Grocery bagging violations

I do my best to bag my own groceries in canvas bags. The closest supermarket to me has self-checkout so I always use it. The cashiers get too confused with I either a) tell them to use the bags that I brought, or b) tell them that I don't need a bag at all. The two of us went by the other day and bought 5 easily carryable things. When we told the cashier we didn't need a bag, it BLEW.HER.MIND. I will do self checkout from now on, thanks.

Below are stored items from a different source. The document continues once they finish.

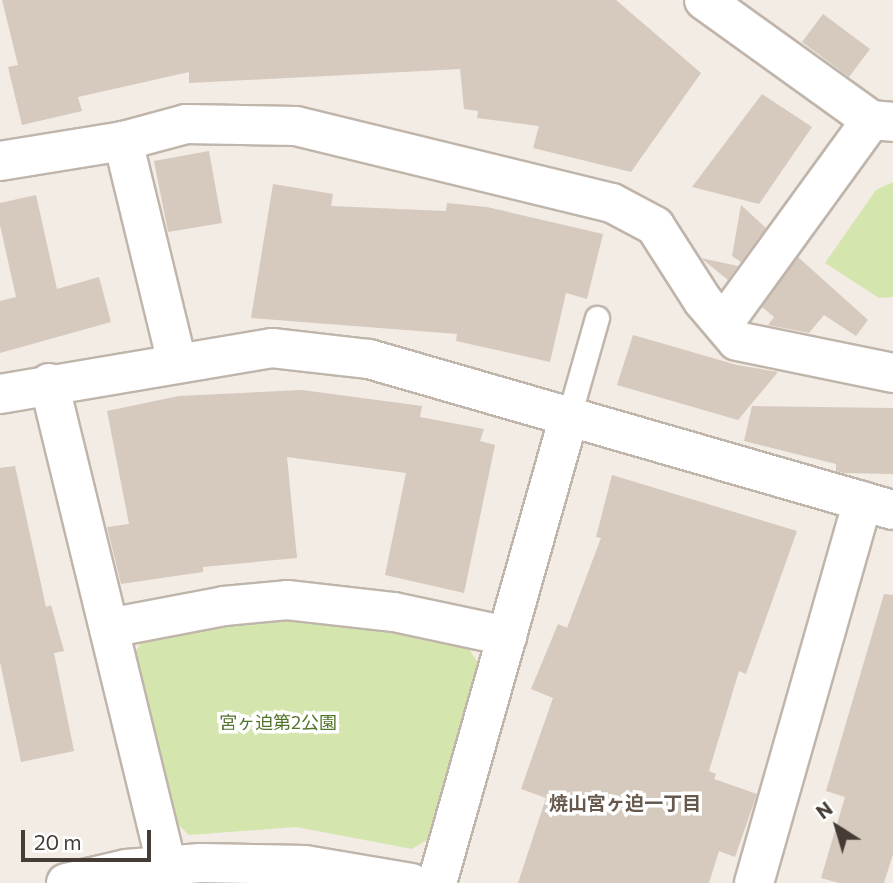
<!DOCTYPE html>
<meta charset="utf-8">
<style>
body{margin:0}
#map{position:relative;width:893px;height:883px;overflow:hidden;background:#f2ece5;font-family:Commissioner,"Noto Sans JP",sans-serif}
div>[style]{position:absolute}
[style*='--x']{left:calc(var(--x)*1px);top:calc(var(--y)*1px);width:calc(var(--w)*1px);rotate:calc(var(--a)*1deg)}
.green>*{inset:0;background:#d5e5ae}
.building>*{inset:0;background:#d6c9be}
.roads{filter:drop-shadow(2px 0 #c0b5ab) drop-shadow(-2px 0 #c0b5ab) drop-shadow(0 2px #c0b5ab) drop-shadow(0 -2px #c0b5ab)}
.service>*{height:23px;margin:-11.5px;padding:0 11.5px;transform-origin:11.5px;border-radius:11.5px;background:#fff}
.minor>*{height:38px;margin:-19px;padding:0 19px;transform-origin:19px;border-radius:19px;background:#fff}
.tertiary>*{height:38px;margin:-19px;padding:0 19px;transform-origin:19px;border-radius:19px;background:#fff}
span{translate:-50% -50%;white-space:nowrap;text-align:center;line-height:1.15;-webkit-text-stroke:7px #fff;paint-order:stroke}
.park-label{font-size:18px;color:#51732a}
.neighbourhood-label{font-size:19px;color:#66584c;font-weight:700}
.north{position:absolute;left:802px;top:792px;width:70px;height:70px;-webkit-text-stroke:5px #fff;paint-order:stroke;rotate:323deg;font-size:19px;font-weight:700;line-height:28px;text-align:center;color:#443c35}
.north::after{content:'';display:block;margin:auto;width:24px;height:32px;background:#443c35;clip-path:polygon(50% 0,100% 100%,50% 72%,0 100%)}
.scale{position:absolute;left:21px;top:830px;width:130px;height:32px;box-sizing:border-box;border:4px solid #443c35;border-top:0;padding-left:9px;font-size:21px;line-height:24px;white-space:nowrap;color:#443c35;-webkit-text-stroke:5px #fff;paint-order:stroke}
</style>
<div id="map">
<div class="green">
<i style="clip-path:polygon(893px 182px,893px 297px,879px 298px,825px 263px,876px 190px)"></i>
<i style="clip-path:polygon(282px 615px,466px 645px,479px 664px,435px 835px,412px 849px,296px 827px,189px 835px,167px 814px,133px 656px,142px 641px)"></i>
</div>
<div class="building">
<i style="clip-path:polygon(2px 0,616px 0,701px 73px,631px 172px,533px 148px,539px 126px,477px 118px,478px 111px,464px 109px,460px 69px,189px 83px,189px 72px,78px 97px,82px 111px,22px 125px,8px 67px,18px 65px)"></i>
<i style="clip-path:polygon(823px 14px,870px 49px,849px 77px,802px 42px)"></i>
<i style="clip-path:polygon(762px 94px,812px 127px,759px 204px,692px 187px)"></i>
<i style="clip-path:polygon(209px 151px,222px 223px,168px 232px,154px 161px)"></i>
<i style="clip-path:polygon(273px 184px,333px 194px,331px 206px,446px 211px,447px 203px,487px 207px,603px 234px,587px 299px,566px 293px,550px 362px,456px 341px,457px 334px,251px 318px)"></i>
<i style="clip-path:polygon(36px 195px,57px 289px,99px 277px,111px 322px,0 353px,0 301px,16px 297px,0 225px,0 203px)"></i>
<i style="clip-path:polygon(741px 205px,766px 228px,741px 262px,732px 256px)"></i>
<i style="clip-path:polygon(798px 257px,868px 320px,856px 336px,824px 315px,809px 333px,768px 325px,774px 317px,762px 307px)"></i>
<i style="clip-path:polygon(701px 258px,738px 266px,728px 280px)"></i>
<i style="clip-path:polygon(633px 335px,737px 365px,778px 372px,738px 420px,617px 385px)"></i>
<i style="clip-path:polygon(302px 390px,422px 406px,420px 417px,484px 429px,480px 441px,495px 445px,464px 593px,385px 575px,406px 473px,287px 457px,297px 558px,203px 567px,203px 572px,121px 584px,107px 527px,129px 524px,107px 411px,179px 396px)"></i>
<i style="clip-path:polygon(752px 406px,893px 408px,893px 474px,843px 473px,836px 471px,836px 464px,744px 441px)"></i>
<i style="clip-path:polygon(15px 466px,46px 607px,51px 605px,64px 651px,54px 653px,74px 751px,21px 762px,0 662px,0 468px)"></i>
<i style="clip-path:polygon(612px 475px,797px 531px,746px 674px,739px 671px,709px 771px,716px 774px,714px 779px,757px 794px,735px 857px,719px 851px,709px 883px,518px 883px,546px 798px,521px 789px,553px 698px,531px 689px,558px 624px,567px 628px,601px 538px,596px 537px)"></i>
<i style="clip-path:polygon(884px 594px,893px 595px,893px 854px,884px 883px,839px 883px,821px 878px,845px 797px,826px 791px)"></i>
</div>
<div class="roads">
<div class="service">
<i style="--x:569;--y:416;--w:102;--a:-74.1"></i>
</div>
<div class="minor">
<i style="--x:704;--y:0;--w:206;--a:35.7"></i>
<i style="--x:871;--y:120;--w:22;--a:5"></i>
<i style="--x:123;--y:141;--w:228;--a:76.3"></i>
<i style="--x:0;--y:161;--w:125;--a:-9.2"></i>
<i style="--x:123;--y:141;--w:65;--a:-15.1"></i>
<i style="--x:186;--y:124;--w:110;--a:1"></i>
<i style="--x:296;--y:126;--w:325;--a:13.7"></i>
<i style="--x:612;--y:203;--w:49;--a:28.1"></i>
<i style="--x:655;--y:226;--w:89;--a:57.4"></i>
<i style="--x:703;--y:301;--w:52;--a:49.6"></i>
<i style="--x:737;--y:341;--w:159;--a:11.6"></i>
<i style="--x:723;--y:324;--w:252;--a:-54"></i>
<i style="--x:49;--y:383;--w:515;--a:76.29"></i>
<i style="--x:0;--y:394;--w:276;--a:-9.6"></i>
<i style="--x:272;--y:348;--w:98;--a:6.5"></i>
<i style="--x:369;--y:359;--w:545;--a:16.08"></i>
<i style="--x:109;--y:628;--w:117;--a:-10.8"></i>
<i style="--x:224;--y:606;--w:63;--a:-5.4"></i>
<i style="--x:287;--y:600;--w:108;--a:6.4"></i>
<i style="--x:394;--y:612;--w:116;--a:12"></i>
<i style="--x:437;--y:883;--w:485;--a:-74.2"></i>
<i style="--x:754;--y:883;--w:397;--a:-74.1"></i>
</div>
<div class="tertiary">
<i style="--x:66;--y:883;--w:62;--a:-13.1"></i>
<i style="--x:126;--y:869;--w:75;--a:-4.6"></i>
<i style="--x:201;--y:863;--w:104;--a:1.1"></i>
<i style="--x:305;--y:865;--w:108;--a:9.6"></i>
</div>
</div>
<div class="park-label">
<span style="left:278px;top:722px">宮ヶ迫第2公園</span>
</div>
<div class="neighbourhood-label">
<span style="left:625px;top:803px">焼山宮ヶ迫一丁目</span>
</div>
<div class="north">N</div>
<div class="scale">20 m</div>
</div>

For large trips both of us always go, and one of us stands at the end of the lane and offers to bag everything ourselves. It makes the cashier very very happy. =)

From Talk

Grocery bagging violations

@feistyfoodie - The dreaded folded gift bag situation! I so hear you on that one. I will be sure to incorporate the proper technique for "bagging" gift bags in my training video!

From Talk

Grocery bagging violations

Ooh, the squished bread problem! I HATE squished bread, bf doesn't understand that! (He has squished my bread a few times - not a euphemism - and then gotten annoyed when I demanded he return it to the shelf and get me a new, unsquished one.)

Not grocery related, but I once went to buy gift bags and picked out some nice ones, and the cashier decided to fold them in half while my jaw dropped open and I cringed. I actually said "Umm... can you please not fold them" and she said it didn't matter. I went and got new ones... I don't want to give gifts looking all crumply and crap! WTF?

I would say the worst offense that happened to me was heavy stuff on top of my eggs. I want to say watermelon but I can't wrap my head around someone being that oblivious.

From Talk

Grocery bagging violations

I work in a grocery store in Virginia,I bag my own grocerys. I am almost pschotic about my watermelon. In tne winter months when you can't by a whole watermelon for $4.99 I buy a section that has been cut and wrapped in the store.Usually about 1.00 a lb. not cheap. I take my time to pick out the best looking piece,nothing that looks bruised. I get up to the check out and carefully lay it on the belt.The check out person then procedes to scan it by dragging it face down across the scanner,then the bagger grabs it and has to literely put his thumb through the wrap to pick it up,In as little time as that takes my piece of watermelon is running with juice and hand and THUMB prints indented in it.Ibag my own grocerys!!!

From Talk

Grocery bagging violations

@Barbara - LOL!

From Talk

Grocery bagging violations

I hate, (and have made a spectacle of myself by rebagging), when the bagger bags cleaning supplies and food for my animals. Yes, I know that it is not people food, but my animals eat this stuff, and would rather not like cleanser on the cat/dog/guineapig/fish/goat food.


From Talk

Grocery bagging violations

As long as the weight is evenly distributed among bags, I don't care if the chicken is having a three-way with the beef and the Brillo.